Credo ci sia un rapporto di co-dipendenza: troppa sporcizia prima o poi porterà ad un inevitabile isolamento sociale. Ma qualora si desiderasse di fare qualcosa a riguardo, implicherebbe l’uscita da questa solitudine per risolvere il problema
Il suono di questo tuo primo lavoro somiglia ad un tuo mondo interiore oppure pensi che sia un mondo da raggiungere presto?
Anche quando scrivo per altri, mi è impossibile non riversare il mio mondo interiore in quello che faccio. E’ una “bless and a curse” come direbbero gli inglesi. Vero anche che il sound di Wasteland ha dominato prepotentemente per un periodo della mia vita e se dovessi raccontare (e lo farò a breve) gli ultimi tre anni con un’altro disco, suonerebbe diversamente.
La distorsione, di ogni apologia, rumore di fondo… mi piace molto questo mood metropolitano, distopico, apocalittico. Eppure esiste la luce per te?
Certo che esiste, senza di essa non ci sarebbero le tenebre e viceversa. In tutte le canzoni che ho scritto fino ad ora, per quanto “cupe”, mi premuro sempre di mettere una piccola luce verso la fine. Non ti mostro che c’è, ma ti guido verso di essa, anche se pensi che non esista.
E sai che penso proprio che sia un disco davvero poco inglese? Decisamente più americano se me lo concedi. Cosa ne pensi?

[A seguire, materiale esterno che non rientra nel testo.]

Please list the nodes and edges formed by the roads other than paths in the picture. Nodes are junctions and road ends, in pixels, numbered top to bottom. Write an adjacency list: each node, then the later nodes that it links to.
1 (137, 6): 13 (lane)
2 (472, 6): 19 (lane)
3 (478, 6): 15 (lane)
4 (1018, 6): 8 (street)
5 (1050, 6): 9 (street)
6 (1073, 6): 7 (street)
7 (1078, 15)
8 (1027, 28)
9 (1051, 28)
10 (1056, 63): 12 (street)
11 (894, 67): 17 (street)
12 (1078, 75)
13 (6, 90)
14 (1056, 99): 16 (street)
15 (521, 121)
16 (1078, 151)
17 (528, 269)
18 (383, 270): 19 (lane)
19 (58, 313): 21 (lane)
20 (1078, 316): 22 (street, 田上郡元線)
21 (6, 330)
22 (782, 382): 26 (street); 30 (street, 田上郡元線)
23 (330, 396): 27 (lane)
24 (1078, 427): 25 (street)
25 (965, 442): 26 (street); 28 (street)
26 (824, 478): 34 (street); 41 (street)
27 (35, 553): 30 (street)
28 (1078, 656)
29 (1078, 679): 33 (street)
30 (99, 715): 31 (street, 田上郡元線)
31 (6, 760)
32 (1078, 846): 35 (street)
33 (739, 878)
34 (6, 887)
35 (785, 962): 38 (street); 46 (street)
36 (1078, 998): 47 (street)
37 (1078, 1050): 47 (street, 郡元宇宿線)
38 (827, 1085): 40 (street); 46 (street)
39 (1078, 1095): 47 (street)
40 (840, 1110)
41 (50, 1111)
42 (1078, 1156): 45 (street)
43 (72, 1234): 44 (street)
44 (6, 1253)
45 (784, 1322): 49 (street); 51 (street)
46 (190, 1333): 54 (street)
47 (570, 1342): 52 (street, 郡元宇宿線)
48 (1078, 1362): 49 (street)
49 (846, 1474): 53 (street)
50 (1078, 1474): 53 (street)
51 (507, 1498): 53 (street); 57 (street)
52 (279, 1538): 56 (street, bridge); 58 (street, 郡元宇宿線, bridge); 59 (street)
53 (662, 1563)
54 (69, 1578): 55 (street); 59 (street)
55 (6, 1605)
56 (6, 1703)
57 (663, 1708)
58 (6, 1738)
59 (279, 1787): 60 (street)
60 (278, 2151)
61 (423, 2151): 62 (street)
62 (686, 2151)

Non è la prima volta che mi viene fatta questa osservazione. E non credo sia un caso dato che ho iniziato a lavorarci sì, quando vivevo a Londra, ma dopo non molto tempo essermi trasferita dagli States. In questo disco avevo bisogno di dire a gran voce un bel po’ di cose che mi consumavano da dentro, senza troppi fronzoli o metafore davanti e questo pensiero dicotomico è prettamente più Americano che British.
Avrà una dimensione fisica?
Per il momento no, anche perche oggigiorno la musica è consumata per la stragrande su piattaforme digitali, anche se – non appena faro aggiustare lo stereo nella mia macchina – il primo CD che vorrei ascoltare è proprio Wasteland..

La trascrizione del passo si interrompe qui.